Modern trickster mystic John Constantine has been many things, but what he’s never been since his debut is exactly what writer Andy Diggle returns him to in this collection. When he first introduced himself to the giant vegetable Bog God, Constantine was a cool, sharp-dressing, smug, in-control and very dangerous man-of-mystery we weren’t supposed to like. He oozed menace and untold secrets, and was always in charge of the situation.

After twenty years and more of going to Hell and Back, that menacing stranger returns, but with enough accumulated shared history now that the reader can still empathise with this unlikely hero whom no sane man would actually want to have a pint with. Moreover, despite being a Scouser (someone born and bred in Liverpool) by birth, Constantine is a Londoner by disposition, and Diggle writes him with that so distinct voice and attitude.

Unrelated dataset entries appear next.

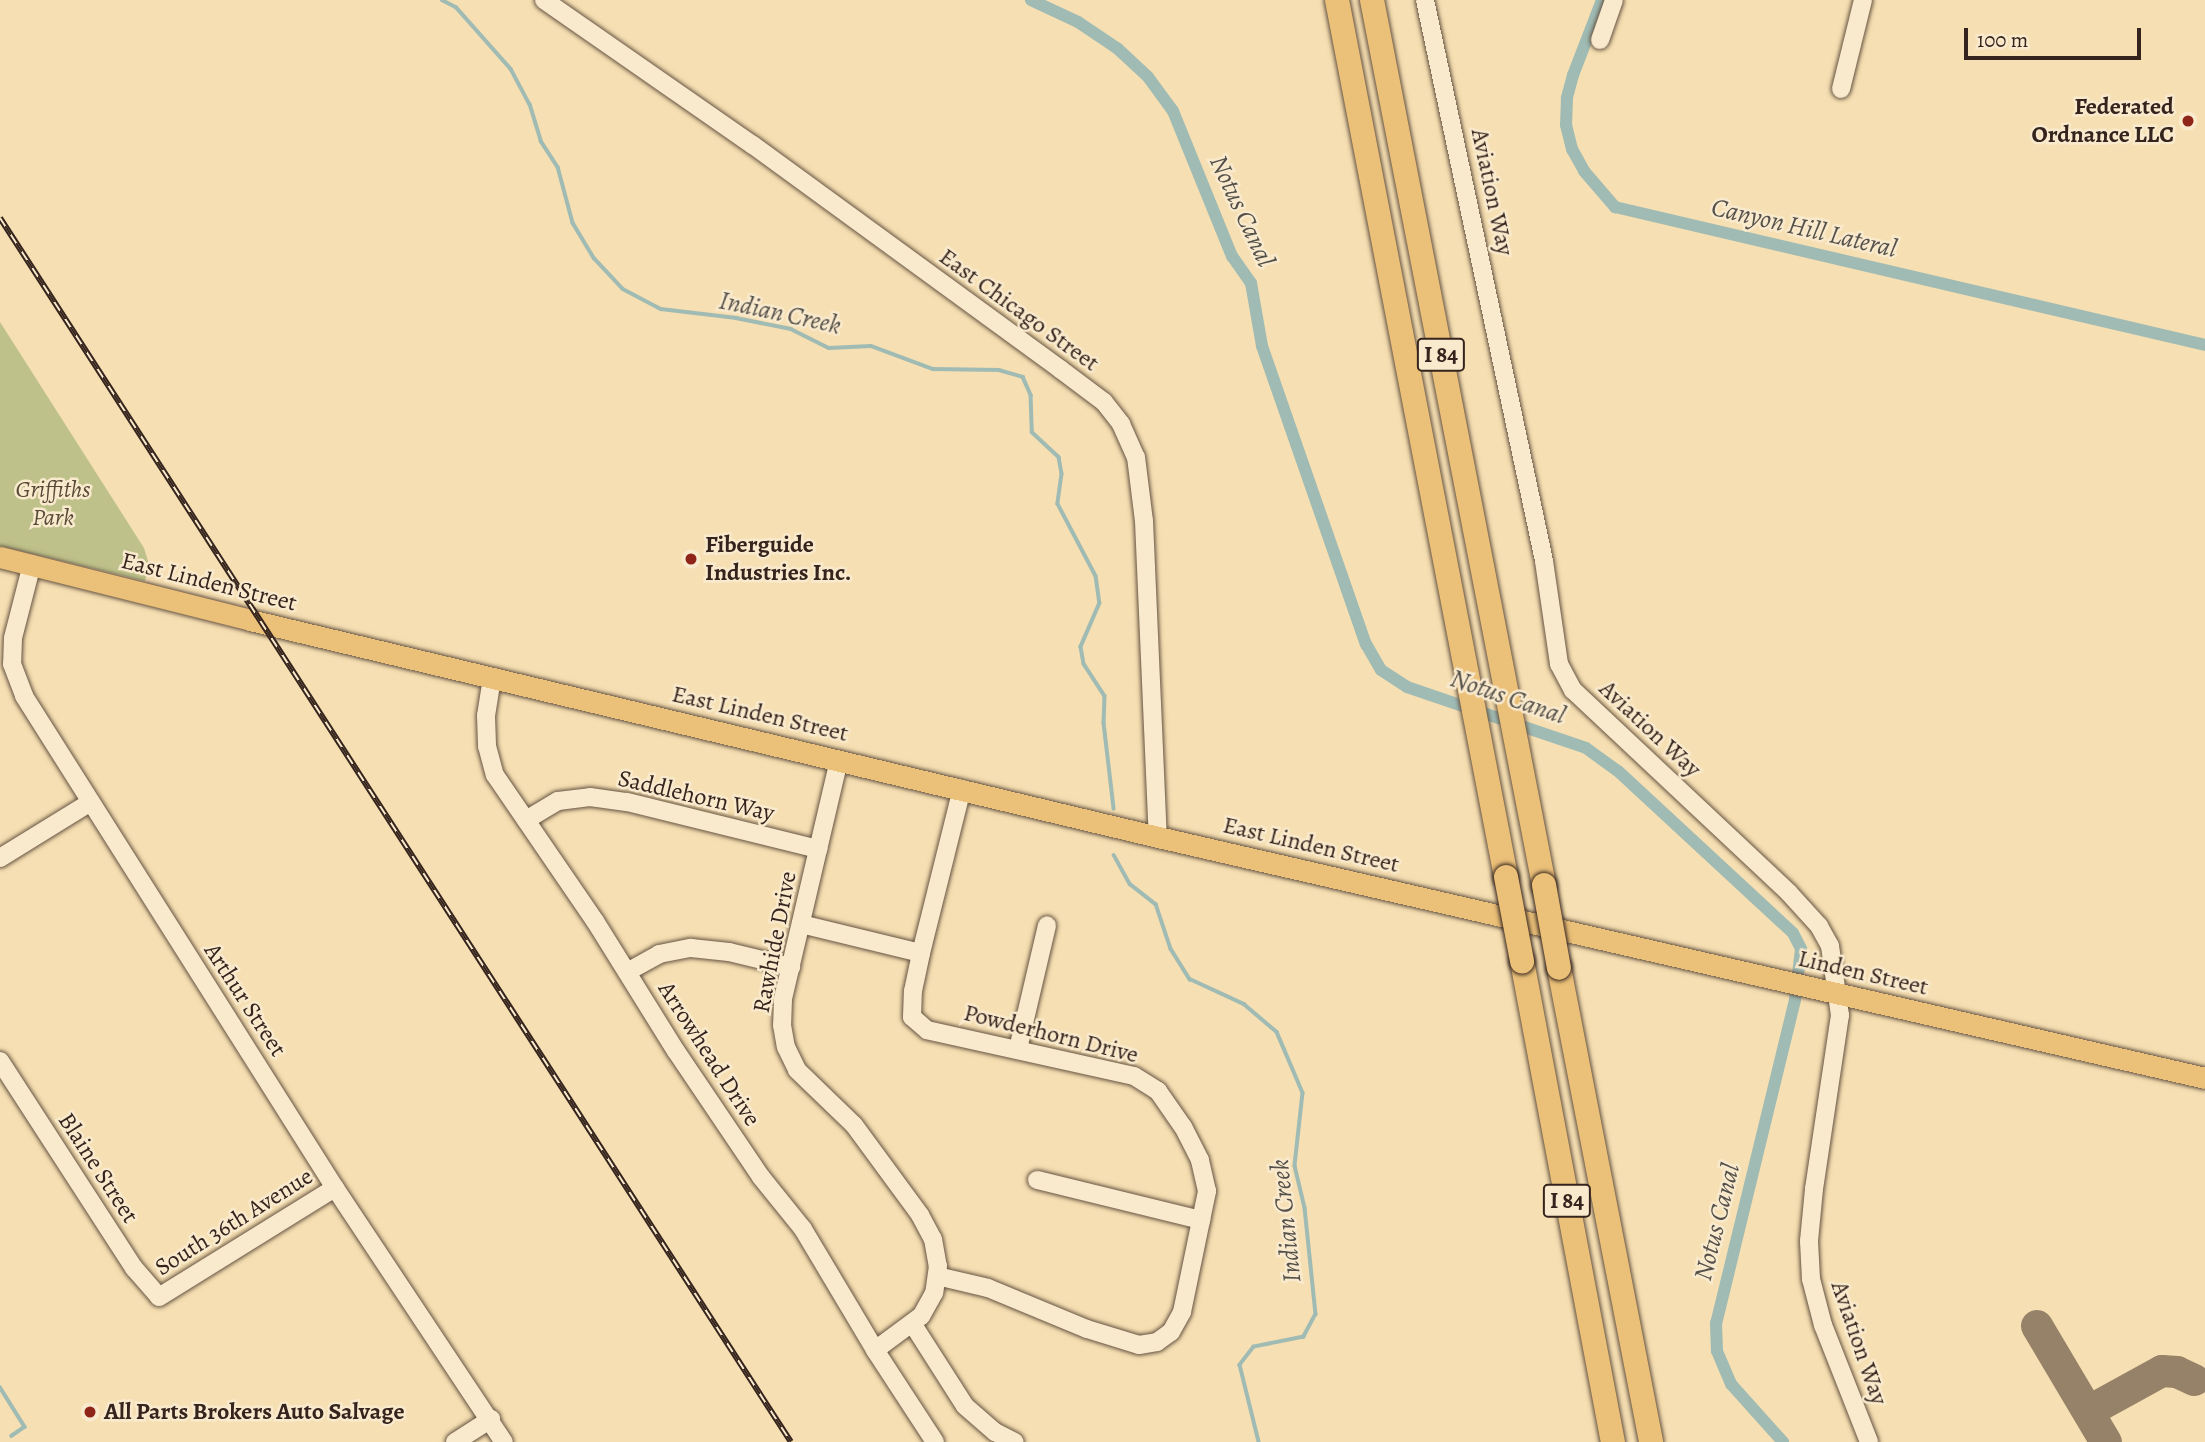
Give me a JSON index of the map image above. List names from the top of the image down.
{
  "streets": {
    "highway": ["I 84"],
    "main road": ["East Linden Street", "Linden Street"],
    "street": [
      "Aviation Way",
      "East Chicago Street",
      "Saddlehorn Way",
      "Rawhide Drive",
      "Arthur Street",
      "Powderhorn Drive",
      "Arrowhead Drive",
      "Blaine Street",
      "South 36th Avenue"
    ]
  },
  "crossings": [
    ["Aviation Way", "Linden Street"],
    ["East Chicago Street", "East Linden Street"],
    ["East Linden Street", "Rawhide Drive"],
    ["East Linden Street", "Linden Street"],
    ["East Linden Street", "Arthur Street"],
    ["East Linden Street", "Powderhorn Drive"],
    ["East Linden Street", "Arrowhead Drive"],
    ["Saddlehorn Way", "Rawhide Drive"],
    ["Saddlehorn Way", "Arrowhead Drive"],
    ["Rawhide Drive", "Powderhorn Drive"],
    ["Rawhide Drive", "Arrowhead Drive"],
    ["Arthur Street", "South 36th Avenue"],
    ["Blaine Street", "South 36th Avenue"]
  ],
  "water": ["Notus Canal", "Canyon Hill Lateral", "Indian Creek"],
  "parks": ["Griffiths Park"],
  "places": ["Federated Ordnance LLC", "Fiberguide Industries Inc.", "All Parts Brokers Auto Salvage"],
  "scale_bar": "100 m"
}
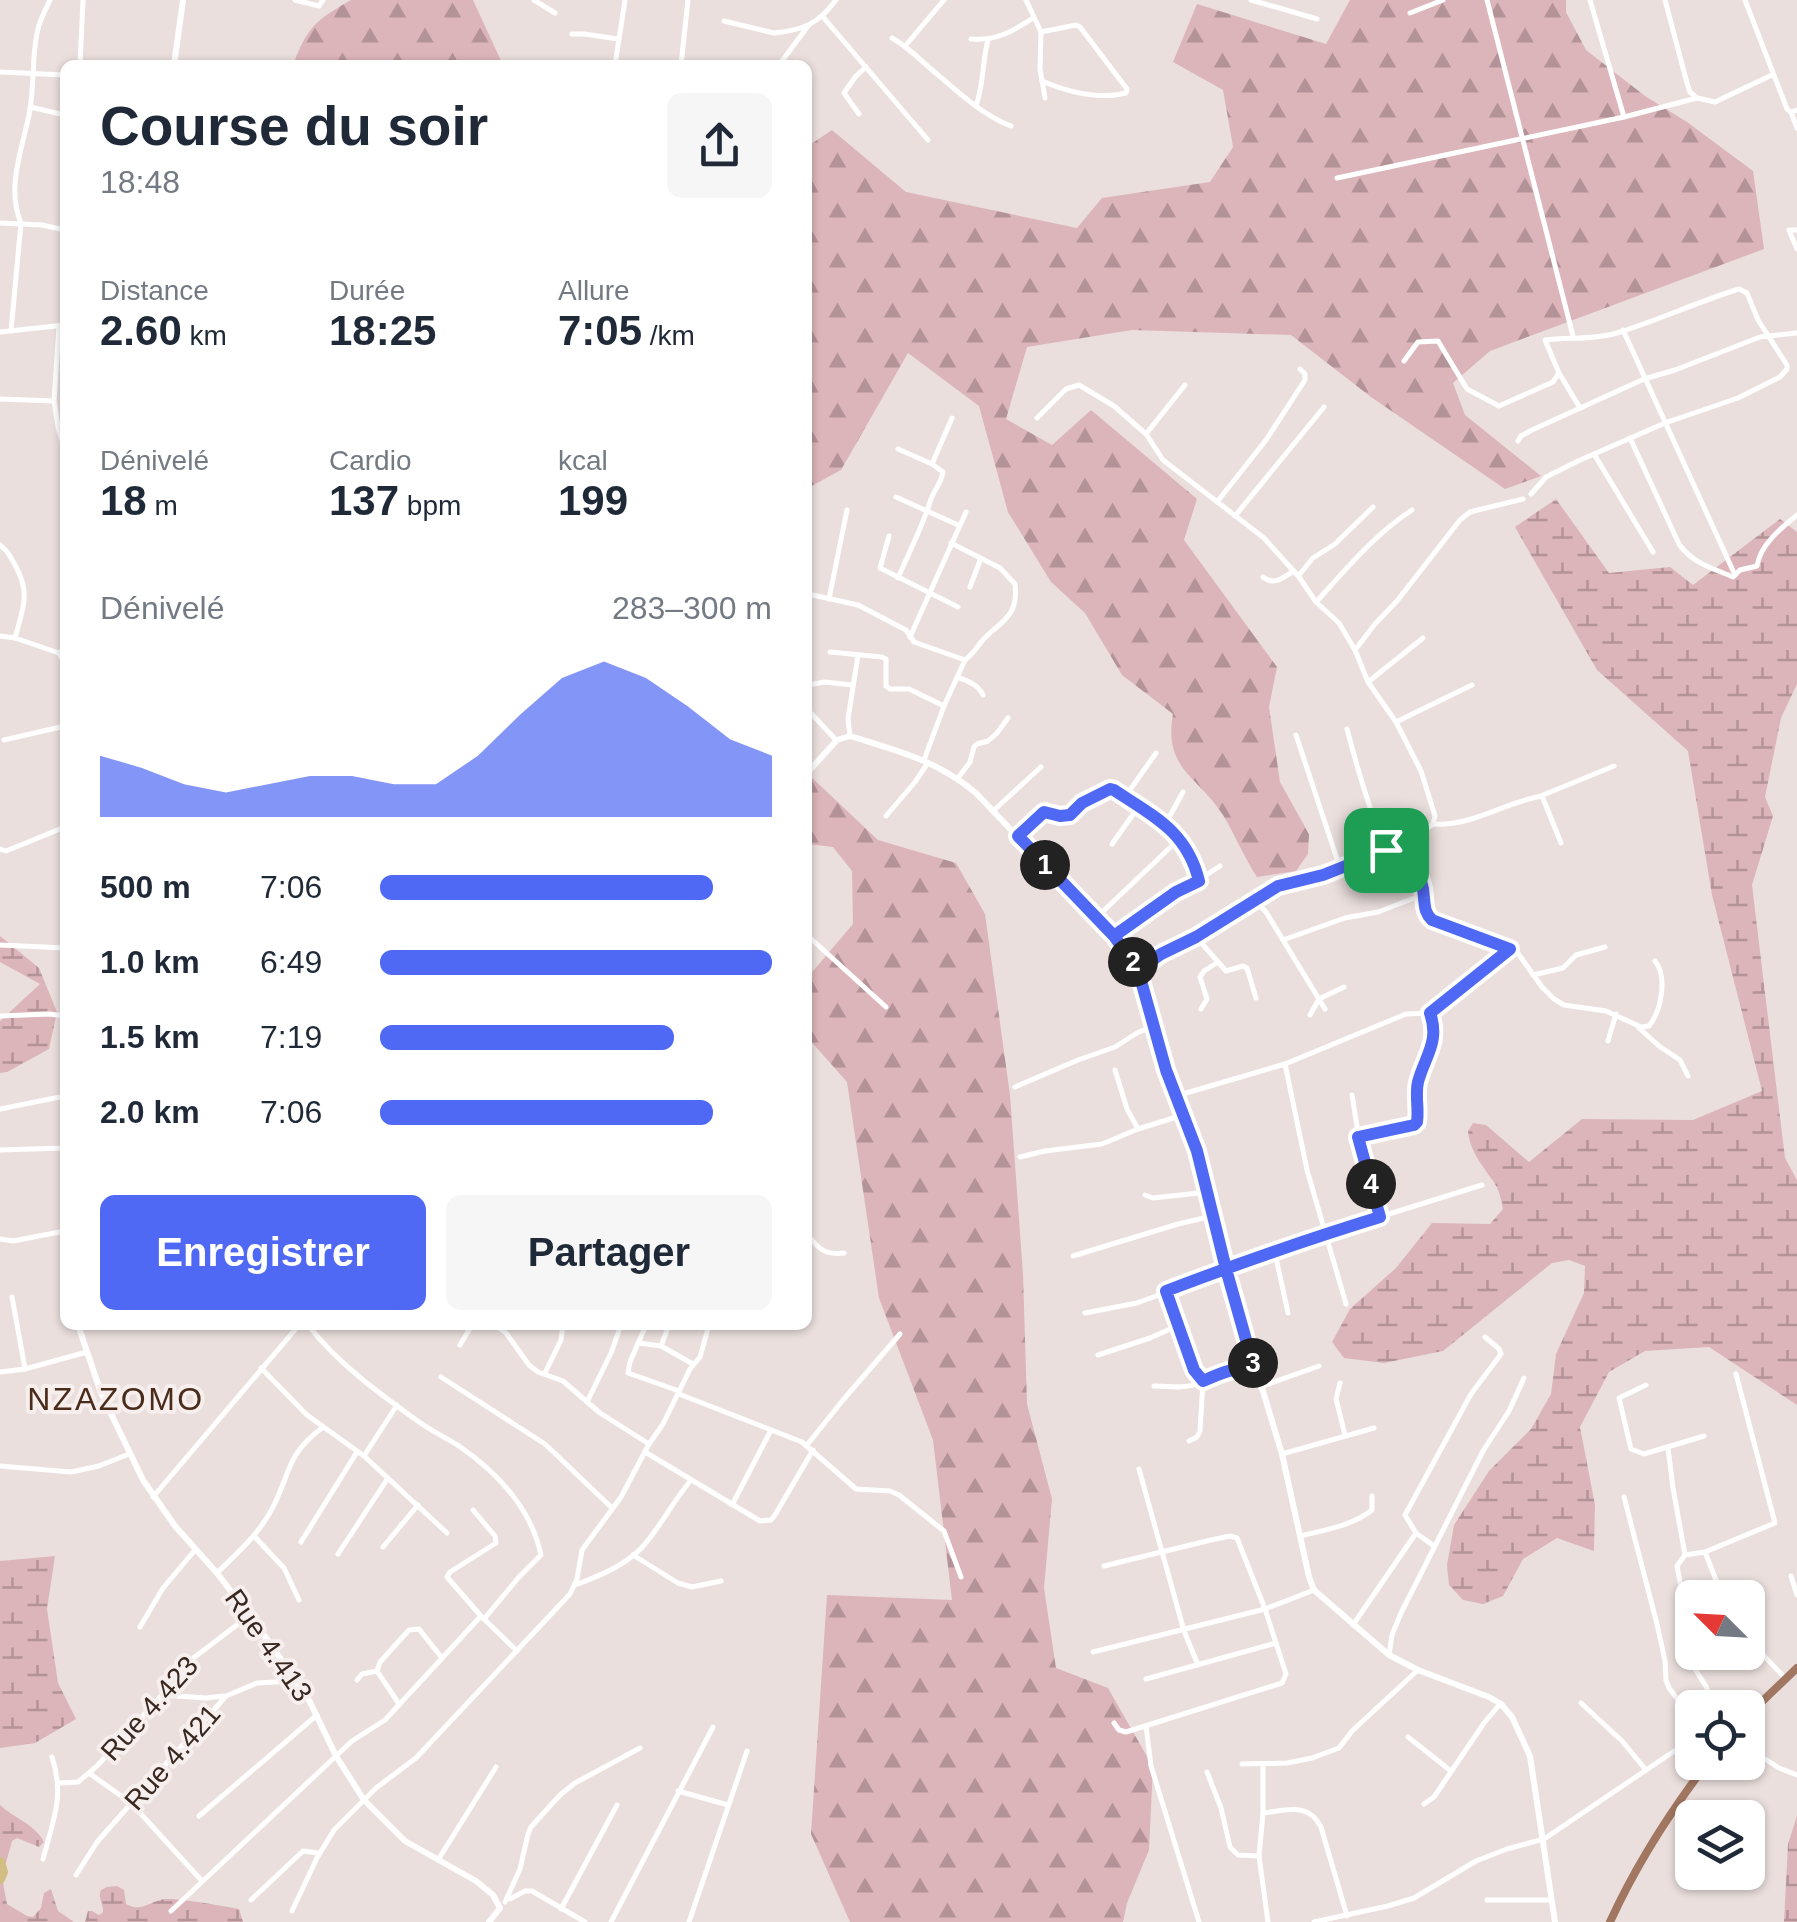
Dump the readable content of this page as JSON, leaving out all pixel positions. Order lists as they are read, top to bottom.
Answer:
{
  "streets": {
    "street": ["Rue 4.413", "Rue 4.423", "Rue 4.421"]
  },
  "crossings": [
    ["Rue 4.413", "Rue 4.423"],
    ["Rue 4.413", "Rue 4.421"]
  ],
  "districts": ["NZAZOMO"],
  "north": "top left",
  "page": {
    "heading": ["Course du soir", "18:48"],
    "stats": [
      ["Distance", "2.60 km"],
      ["Durée", "18:25"],
      ["Allure", "7:05 /km"],
      ["Dénivelé", "18 m"],
      ["Cardio", "137 bpm"],
      ["kcal", "199"]
    ],
    "chart": ["Dénivelé", "283–300 m"],
    "pins": [
      "1",
      "2",
      "4",
      "3"
    ],
    "list": [
      {
        "name": "500 m",
        "note": "7:06"
      },
      {
        "name": "1.0 km",
        "note": "6:49"
      },
      {
        "name": "1.5 km",
        "note": "7:19"
      },
      {
        "name": "2.0 km",
        "note": "7:06"
      }
    ],
    "buttons": ["Enregistrer", "Partager"]
  }
}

Back on top and dressed to impress, the hard man does a favour for an old acquaintance in the first tale of this chilling collection which is rendered with macabre, gritty charm in a bleakly near-caricaturist manner by Leonardo Manco and enhanced by the moody hues of Lee Loughridge. Pearly Grey was an old-school East End gangster, but he’s in Wormwood Scrubs now, at Her Majesty’s pleasure. His daughter’s dead and she was murdered. He knows how because she told him when her ghost appeared in his cell, but she didn’t say who was responsible. Solving the problem of the unquiet dead is only the first step however, as Grey gives Constantine a chance to clean up old business at Ravenscar, once the scene of the Magician’s greatest failure, but now part of the gangster’s extensive property portfolio. It couldn’t have gone better if Constantine had planned it.

The final tale introduces a new nemesis for the chain-smoking wizard in a grimy, nasty tale of possession in the blighted urban hell of South London. With triggers lifted from any daily paper, this is a tale of murderous wasted youth, privilege and social disorder, murder and witchcraft, prompted by greed and the utter contempt of the elite for the rest of society. Political corruption stalks hand-in-hand with blood-hungry monstrosity in this very British horror story and at its blood-soaked centre is a bloke in a raincoat with a smile that can make a statue sweat.

This is a welcome advancement and return to terrifying form for one of American fantasy’s most striking characters. Thoroughly British once more, this is a unique character at his compelling best, and another superb horror tome to add to your “spooky” shelf.

When originally released as Joyride in 2008, the collection ended with Diggle’s work, but System of Control also includes the single chapter ‘Smoke’, illustrated by Daniel Zezelj, about troubles at the docks, and ‘All His Engines’, originally issued in hardcover to coincide with the 2005 Hellblazer movie.

It mixes a sleeping plague with a demon intent on housing Hell’s overspill population on Earth who tries to blackmail the scruffy sorcerer into doing his dirty work for him. Then a disenfranchised Death God sticks his oar in. Constantine intervenes with his usual grisly and spectacular panache. This is the character at his absolute best, in a tour de force from Mike Carey and Leonardo Manco at the very top of their game. The Laughing Magician is next.